◆ Exercise aim ◆
Your response should consist of the full data, set down exactly.

Stored data:
____

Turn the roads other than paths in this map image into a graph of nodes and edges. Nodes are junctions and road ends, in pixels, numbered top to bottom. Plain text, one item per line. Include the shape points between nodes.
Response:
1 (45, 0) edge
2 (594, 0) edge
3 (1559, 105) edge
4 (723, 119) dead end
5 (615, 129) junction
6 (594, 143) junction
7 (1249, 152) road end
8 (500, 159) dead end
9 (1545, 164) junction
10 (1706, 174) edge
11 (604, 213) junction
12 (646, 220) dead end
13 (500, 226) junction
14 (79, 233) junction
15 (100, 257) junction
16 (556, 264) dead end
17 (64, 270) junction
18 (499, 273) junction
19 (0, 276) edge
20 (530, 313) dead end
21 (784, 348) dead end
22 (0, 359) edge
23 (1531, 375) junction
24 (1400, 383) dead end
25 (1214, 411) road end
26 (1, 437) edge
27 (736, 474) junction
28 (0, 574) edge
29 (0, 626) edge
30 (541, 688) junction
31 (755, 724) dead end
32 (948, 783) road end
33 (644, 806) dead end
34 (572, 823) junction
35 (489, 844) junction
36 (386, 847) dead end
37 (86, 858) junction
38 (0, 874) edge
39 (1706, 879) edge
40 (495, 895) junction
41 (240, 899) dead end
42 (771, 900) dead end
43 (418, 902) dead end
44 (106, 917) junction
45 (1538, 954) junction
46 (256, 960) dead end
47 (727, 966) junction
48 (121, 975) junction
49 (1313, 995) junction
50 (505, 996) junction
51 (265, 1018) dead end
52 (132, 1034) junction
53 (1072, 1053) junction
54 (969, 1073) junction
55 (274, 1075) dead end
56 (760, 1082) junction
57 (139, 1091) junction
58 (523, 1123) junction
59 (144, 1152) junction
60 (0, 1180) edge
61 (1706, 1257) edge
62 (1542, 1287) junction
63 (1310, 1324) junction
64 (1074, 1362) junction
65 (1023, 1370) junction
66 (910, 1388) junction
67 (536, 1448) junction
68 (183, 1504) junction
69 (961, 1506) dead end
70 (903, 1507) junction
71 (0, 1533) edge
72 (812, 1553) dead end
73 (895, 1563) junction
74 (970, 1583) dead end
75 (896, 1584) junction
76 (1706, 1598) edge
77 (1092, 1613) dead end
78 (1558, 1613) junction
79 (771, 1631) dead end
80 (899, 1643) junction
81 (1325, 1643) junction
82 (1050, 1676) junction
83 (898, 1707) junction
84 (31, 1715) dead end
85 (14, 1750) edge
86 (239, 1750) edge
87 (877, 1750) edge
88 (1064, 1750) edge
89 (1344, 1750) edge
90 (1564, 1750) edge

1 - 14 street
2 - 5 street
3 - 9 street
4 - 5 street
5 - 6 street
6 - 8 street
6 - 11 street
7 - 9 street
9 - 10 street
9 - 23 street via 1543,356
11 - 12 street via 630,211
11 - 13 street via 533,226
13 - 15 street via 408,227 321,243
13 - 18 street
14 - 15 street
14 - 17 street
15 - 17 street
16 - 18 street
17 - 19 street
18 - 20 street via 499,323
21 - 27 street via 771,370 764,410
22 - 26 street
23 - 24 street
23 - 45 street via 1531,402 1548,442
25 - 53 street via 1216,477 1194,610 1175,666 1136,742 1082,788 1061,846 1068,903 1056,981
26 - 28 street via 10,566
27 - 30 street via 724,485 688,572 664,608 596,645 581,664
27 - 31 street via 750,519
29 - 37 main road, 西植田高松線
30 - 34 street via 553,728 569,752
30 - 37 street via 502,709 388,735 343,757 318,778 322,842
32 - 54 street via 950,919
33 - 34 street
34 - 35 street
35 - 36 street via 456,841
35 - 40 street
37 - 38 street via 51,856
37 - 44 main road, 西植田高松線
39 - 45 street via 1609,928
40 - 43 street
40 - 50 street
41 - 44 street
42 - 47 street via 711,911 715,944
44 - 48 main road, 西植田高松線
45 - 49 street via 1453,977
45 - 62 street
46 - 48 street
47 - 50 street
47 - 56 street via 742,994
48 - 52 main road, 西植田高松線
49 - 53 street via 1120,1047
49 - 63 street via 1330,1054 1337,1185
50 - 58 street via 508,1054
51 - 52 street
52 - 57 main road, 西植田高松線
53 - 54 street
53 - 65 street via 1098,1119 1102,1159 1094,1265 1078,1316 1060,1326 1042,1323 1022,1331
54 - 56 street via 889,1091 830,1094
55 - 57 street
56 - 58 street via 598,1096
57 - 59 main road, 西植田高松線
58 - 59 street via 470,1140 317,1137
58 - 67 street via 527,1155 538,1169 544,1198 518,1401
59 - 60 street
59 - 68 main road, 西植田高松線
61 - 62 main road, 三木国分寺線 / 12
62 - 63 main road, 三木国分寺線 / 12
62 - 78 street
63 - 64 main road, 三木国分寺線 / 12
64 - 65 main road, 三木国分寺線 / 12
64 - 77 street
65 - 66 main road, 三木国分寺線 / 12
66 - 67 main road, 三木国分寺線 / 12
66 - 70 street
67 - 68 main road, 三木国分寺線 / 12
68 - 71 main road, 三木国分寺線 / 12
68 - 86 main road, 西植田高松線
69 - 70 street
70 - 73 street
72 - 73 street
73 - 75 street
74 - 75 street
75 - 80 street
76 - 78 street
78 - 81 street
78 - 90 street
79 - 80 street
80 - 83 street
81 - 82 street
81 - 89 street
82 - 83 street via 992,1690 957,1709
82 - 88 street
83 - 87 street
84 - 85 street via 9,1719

____

◆ Task result ◆
Turn the roads other than paths in this map image into a graph of nodes and edges. Nodes are junctions and road ends, in pixels, numbered top to bottom. Plain text, one item per line. Include the shape points between nodes.
Response:
1 (45, 0) edge
2 (594, 0) edge
3 (1559, 105) edge
4 (723, 119) dead end
5 (615, 129) junction
6 (594, 143) junction
7 (1249, 152) road end
8 (500, 159) dead end
9 (1545, 164) junction
10 (1706, 174) edge
11 (604, 213) junction
12 (646, 220) dead end
13 (500, 226) junction
14 (79, 233) junction
15 (100, 257) junction
16 (556, 264) dead end
17 (64, 270) junction
18 (499, 273) junction
19 (0, 276) edge
20 (530, 313) dead end
21 (784, 348) dead end
22 (0, 359) edge
23 (1531, 375) junction
24 (1400, 383) dead end
25 (1214, 411) road end
26 (1, 437) edge
27 (736, 474) junction
28 (0, 574) edge
29 (0, 626) edge
30 (541, 688) junction
31 (755, 724) dead end
32 (948, 783) road end
33 (644, 806) dead end
34 (572, 823) junction
35 (489, 844) junction
36 (386, 847) dead end
37 (86, 858) junction
38 (0, 874) edge
39 (1706, 879) edge
40 (495, 895) junction
41 (240, 899) dead end
42 (771, 900) dead end
43 (418, 902) dead end
44 (106, 917) junction
45 (1538, 954) junction
46 (256, 960) dead end
47 (727, 966) junction
48 (121, 975) junction
49 (1313, 995) junction
50 (505, 996) junction
51 (265, 1018) dead end
52 (132, 1034) junction
53 (1072, 1053) junction
54 (969, 1073) junction
55 (274, 1075) dead end
56 (760, 1082) junction
57 (139, 1091) junction
58 (523, 1123) junction
59 (144, 1152) junction
60 (0, 1180) edge
61 (1706, 1257) edge
62 (1542, 1287) junction
63 (1310, 1324) junction
64 (1074, 1362) junction
65 (1023, 1370) junction
66 (910, 1388) junction
67 (536, 1448) junction
68 (183, 1504) junction
69 (961, 1506) dead end
70 (903, 1507) junction
71 (0, 1533) edge
72 (812, 1553) dead end
73 (895, 1563) junction
74 (970, 1583) dead end
75 (896, 1584) junction
76 (1706, 1598) edge
77 (1092, 1613) dead end
78 (1558, 1613) junction
79 (771, 1631) dead end
80 (899, 1643) junction
81 (1325, 1643) junction
82 (1050, 1676) junction
83 (898, 1707) junction
84 (31, 1715) dead end
85 (14, 1750) edge
86 (239, 1750) edge
87 (877, 1750) edge
88 (1064, 1750) edge
89 (1344, 1750) edge
90 (1564, 1750) edge

1 - 14 street
2 - 5 street
3 - 9 street
4 - 5 street
5 - 6 street
6 - 8 street
6 - 11 street
7 - 9 street
9 - 10 street
9 - 23 street via 1543,356
11 - 12 street via 630,211
11 - 13 street via 533,226
13 - 15 street via 408,227 321,243
13 - 18 street
14 - 15 street
14 - 17 street
15 - 17 street
16 - 18 street
17 - 19 street
18 - 20 street via 499,323
21 - 27 street via 771,370 764,410
22 - 26 street
23 - 24 street
23 - 45 street via 1531,402 1548,442
25 - 53 street via 1216,477 1194,610 1175,666 1136,742 1082,788 1061,846 1068,903 1056,981
26 - 28 street via 10,566
27 - 30 street via 724,485 688,572 664,608 596,645 581,664
27 - 31 street via 750,519
29 - 37 main road, 西植田高松線
30 - 34 street via 553,728 569,752
30 - 37 street via 502,709 388,735 343,757 318,778 322,842
32 - 54 street via 950,919
33 - 34 street
34 - 35 street
35 - 36 street via 456,841
35 - 40 street
37 - 38 street via 51,856
37 - 44 main road, 西植田高松線
39 - 45 street via 1609,928
40 - 43 street
40 - 50 street
41 - 44 street
42 - 47 street via 711,911 715,944
44 - 48 main road, 西植田高松線
45 - 49 street via 1453,977
45 - 62 street
46 - 48 street
47 - 50 street
47 - 56 street via 742,994
48 - 52 main road, 西植田高松線
49 - 53 street via 1120,1047
49 - 63 street via 1330,1054 1337,1185
50 - 58 street via 508,1054
51 - 52 street
52 - 57 main road, 西植田高松線
53 - 54 street
53 - 65 street via 1098,1119 1102,1159 1094,1265 1078,1316 1060,1326 1042,1323 1022,1331
54 - 56 street via 889,1091 830,1094
55 - 57 street
56 - 58 street via 598,1096
57 - 59 main road, 西植田高松線
58 - 59 street via 470,1140 317,1137
58 - 67 street via 527,1155 538,1169 544,1198 518,1401
59 - 60 street
59 - 68 main road, 西植田高松線
61 - 62 main road, 三木国分寺線 / 12
62 - 63 main road, 三木国分寺線 / 12
62 - 78 street
63 - 64 main road, 三木国分寺線 / 12
64 - 65 main road, 三木国分寺線 / 12
64 - 77 street
65 - 66 main road, 三木国分寺線 / 12
66 - 67 main road, 三木国分寺線 / 12
66 - 70 street
67 - 68 main road, 三木国分寺線 / 12
68 - 71 main road, 三木国分寺線 / 12
68 - 86 main road, 西植田高松線
69 - 70 street
70 - 73 street
72 - 73 street
73 - 75 street
74 - 75 street
75 - 80 street
76 - 78 street
78 - 81 street
78 - 90 street
79 - 80 street
80 - 83 street
81 - 82 street
81 - 89 street
82 - 83 street via 992,1690 957,1709
82 - 88 street
83 - 87 street
84 - 85 street via 9,1719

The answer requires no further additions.